Yeah, it needs encoding, that means the flatbuffers format should be used to store entries.

It does avoid decoding data, because it operates directly on the binary data. In details, one may mmap loads the content from a file and gets a bytebuffer. Then all the entries can be looked up directly on the bytebuffer. As you said one may find an entry efficiently, I thought a mapping from key to the start address of the corresponding object would be required. Given the start address of the object, then all the fields of the object can be directly retrieved without any decoding.

Please take your time to read the doc, I thought it's interesting. Hope it helps in our projects.

You're right, better to have some prototype. Code talks. I will have some try.

Regards,
Kai

-----Original Message-----
From: Emmanuel Lécharny [mailto:elecharny@gmail.com] 
Sent: Saturday, September 19, 2015 2:55 PM
To: Apache Directory Developers List <de...@directory.apache.org>
Subject: Re: A default backend based on Google FlatBuffers?

Le 19/09/15 02:05, Zheng, Kai a écrit :
> Hi,
>
> How would you like google flatbuffers? It's performance is super cool! It eliminate decoding at all! I'm thinking about a built-in and default backend for Kerby based on the format. Existing backends are only suitable in some cases, but a default backend like kdb used in MIT KDC would be desired for a production deployment for Kerby KDC in future. Mention it in case it's also useful in some other components.

I still don't get what it brings. At some point, you still have to serialize/deserialize data, and if you want to be efficient, you need a way to find data efficiently (ie, without parsing all the file).

Give me a couple of days to look at the documentation.
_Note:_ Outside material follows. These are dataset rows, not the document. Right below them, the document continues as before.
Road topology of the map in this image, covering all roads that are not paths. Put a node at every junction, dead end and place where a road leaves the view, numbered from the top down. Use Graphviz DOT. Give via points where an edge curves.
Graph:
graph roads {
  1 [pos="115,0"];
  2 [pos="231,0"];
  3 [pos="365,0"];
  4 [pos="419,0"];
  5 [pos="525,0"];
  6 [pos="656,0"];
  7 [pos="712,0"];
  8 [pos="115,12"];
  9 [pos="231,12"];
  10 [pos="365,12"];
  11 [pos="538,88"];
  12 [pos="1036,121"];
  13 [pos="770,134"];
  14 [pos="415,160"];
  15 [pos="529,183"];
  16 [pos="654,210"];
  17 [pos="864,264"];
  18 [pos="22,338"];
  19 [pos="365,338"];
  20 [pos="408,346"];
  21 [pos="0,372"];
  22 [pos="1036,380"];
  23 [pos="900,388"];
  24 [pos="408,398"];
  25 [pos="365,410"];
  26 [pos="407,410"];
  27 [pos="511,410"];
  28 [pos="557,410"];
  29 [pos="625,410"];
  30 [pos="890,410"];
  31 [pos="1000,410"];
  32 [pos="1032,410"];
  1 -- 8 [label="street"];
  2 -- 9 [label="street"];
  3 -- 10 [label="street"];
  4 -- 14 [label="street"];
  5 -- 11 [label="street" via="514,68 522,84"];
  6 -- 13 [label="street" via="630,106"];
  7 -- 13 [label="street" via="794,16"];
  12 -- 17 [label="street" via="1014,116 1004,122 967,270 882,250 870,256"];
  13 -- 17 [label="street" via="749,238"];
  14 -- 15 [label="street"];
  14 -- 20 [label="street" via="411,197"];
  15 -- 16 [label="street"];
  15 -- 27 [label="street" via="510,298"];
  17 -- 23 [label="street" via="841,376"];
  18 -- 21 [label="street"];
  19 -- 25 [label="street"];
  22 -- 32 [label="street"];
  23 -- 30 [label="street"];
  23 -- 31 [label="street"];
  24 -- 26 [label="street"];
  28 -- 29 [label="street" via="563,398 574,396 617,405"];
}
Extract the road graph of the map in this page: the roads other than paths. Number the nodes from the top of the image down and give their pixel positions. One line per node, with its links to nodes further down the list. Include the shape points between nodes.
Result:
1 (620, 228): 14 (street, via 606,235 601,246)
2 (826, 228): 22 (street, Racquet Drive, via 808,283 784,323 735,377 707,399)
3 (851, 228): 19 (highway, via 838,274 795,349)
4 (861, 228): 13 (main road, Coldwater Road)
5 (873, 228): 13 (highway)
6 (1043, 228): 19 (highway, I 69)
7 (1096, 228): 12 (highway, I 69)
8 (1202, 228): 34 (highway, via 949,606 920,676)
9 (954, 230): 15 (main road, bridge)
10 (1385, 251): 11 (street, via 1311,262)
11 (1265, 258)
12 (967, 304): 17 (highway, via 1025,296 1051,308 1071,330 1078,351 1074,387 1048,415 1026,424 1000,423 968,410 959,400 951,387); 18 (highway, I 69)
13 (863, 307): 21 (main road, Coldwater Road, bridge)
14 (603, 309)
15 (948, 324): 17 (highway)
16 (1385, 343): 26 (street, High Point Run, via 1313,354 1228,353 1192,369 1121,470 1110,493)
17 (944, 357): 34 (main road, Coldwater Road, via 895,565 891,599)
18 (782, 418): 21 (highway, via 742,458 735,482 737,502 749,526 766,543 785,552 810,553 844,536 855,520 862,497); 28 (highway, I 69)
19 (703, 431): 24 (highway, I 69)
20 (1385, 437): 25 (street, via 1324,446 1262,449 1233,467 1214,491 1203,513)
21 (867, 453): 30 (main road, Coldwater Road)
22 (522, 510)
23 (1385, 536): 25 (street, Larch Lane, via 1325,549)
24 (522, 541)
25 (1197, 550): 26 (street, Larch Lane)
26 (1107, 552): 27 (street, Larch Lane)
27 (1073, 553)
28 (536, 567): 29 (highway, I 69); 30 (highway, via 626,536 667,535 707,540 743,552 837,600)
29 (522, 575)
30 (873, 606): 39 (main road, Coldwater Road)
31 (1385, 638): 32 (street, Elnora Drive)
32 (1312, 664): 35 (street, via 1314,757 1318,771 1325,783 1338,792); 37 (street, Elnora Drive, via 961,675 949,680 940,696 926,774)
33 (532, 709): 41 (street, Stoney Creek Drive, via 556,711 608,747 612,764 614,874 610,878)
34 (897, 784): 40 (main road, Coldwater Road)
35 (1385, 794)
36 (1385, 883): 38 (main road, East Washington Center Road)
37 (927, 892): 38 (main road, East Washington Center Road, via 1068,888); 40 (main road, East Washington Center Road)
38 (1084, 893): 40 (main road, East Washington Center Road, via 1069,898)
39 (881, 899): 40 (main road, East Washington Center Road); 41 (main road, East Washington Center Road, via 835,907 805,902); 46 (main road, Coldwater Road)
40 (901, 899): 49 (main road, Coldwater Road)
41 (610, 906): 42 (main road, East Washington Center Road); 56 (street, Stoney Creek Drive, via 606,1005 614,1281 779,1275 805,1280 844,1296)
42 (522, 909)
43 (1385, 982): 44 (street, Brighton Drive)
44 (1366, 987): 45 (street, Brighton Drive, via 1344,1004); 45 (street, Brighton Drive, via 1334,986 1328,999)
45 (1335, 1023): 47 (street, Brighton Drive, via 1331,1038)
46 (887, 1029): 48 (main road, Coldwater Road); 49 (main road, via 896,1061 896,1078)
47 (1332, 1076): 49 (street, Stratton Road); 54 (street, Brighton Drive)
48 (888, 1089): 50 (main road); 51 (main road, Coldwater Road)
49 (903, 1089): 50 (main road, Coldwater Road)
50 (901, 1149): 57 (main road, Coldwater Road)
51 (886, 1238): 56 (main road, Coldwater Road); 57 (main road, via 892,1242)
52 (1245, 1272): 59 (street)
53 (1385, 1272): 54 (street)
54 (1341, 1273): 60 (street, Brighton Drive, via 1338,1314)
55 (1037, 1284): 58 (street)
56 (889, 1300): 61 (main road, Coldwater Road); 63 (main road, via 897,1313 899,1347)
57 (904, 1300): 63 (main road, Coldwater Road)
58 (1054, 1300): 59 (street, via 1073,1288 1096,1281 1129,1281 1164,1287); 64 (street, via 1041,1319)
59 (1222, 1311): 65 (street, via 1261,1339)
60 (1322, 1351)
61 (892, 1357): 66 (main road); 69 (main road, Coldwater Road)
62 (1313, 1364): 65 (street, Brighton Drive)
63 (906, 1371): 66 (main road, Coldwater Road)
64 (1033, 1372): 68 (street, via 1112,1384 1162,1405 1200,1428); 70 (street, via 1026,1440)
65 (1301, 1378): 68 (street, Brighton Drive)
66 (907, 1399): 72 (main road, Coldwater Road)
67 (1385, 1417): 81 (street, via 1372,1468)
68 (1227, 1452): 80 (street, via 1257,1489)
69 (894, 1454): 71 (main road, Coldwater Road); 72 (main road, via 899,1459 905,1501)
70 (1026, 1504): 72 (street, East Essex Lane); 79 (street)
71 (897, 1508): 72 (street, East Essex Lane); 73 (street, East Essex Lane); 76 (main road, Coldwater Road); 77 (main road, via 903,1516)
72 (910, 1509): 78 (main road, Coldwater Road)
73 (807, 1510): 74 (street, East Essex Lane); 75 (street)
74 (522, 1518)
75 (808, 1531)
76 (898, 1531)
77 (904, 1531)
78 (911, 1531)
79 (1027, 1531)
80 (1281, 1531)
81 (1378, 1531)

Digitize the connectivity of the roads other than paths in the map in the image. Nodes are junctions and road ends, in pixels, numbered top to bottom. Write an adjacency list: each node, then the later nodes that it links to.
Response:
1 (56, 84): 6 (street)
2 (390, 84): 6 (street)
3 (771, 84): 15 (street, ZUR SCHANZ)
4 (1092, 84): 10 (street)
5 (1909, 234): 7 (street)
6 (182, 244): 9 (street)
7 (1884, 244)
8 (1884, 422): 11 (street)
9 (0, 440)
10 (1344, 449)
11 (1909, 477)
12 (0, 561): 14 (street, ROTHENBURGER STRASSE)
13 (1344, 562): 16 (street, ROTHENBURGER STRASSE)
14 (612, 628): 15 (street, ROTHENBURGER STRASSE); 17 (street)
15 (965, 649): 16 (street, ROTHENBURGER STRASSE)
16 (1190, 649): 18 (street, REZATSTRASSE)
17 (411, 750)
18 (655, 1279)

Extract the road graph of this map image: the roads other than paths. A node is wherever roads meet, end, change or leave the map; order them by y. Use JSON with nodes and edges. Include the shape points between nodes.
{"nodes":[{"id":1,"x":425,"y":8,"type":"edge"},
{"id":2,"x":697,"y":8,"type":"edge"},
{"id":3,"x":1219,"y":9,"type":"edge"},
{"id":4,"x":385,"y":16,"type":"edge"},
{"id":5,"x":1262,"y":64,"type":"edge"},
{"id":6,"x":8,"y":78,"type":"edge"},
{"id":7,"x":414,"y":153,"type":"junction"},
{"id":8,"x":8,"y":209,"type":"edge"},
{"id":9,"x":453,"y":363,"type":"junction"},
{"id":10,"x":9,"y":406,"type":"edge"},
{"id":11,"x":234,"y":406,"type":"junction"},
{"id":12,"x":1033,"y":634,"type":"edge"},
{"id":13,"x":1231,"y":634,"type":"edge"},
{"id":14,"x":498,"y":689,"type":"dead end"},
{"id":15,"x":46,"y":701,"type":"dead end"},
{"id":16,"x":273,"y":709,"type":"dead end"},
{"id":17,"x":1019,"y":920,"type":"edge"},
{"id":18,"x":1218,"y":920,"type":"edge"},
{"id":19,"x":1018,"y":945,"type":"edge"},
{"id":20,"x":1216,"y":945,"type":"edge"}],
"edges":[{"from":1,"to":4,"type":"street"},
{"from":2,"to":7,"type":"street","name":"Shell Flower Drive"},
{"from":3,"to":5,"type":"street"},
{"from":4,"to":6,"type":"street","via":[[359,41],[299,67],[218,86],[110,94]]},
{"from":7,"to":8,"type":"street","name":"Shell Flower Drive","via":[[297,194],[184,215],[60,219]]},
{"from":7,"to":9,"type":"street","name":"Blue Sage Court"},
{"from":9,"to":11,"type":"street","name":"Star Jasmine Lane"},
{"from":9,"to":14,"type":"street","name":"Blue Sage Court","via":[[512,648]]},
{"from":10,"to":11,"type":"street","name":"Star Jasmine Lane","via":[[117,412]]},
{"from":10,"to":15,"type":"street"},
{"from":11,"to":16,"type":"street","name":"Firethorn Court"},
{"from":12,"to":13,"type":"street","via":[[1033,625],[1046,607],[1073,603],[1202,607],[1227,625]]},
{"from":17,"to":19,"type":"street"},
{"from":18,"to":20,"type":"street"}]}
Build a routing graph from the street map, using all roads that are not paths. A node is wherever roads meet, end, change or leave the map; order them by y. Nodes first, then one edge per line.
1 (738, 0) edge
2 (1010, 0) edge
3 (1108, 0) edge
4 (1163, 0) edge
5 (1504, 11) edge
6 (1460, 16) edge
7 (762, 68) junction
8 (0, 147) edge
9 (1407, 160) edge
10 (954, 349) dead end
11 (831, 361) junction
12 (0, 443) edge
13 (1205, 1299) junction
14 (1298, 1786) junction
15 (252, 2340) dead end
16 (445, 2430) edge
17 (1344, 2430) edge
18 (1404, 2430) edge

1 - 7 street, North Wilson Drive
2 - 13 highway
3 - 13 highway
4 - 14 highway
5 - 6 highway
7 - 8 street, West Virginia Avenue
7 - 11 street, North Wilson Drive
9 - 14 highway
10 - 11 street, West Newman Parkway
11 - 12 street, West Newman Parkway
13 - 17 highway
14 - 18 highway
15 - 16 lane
At some point, some prototype would certainly be useful.



Re: A default backend based on Google FlatBuffers?

Posted by Emmanuel Lécharny <el...@gmail.com>.
Le 19/09/15 02:05, Zheng, Kai a écrit :
> Hi,
>
> How would you like google flatbuffers? It's performance is super cool! It eliminate decoding at all! I'm thinking about a built-in and default backend for Kerby based on the format. Existing backends are only suitable in some cases, but a default backend like kdb used in MIT KDC would be desired for a production deployment for Kerby KDC in future. Mention it in case it's also useful in some other components.

I still don't get what it brings. At some point, you still have to
serialize/deserialize data, and if you want to be efficient, you need a
way to find data efficiently (ie, without parsing all the file).

Give me a couple of days to look at the documentation. At some point,
some prototype would certainly be useful.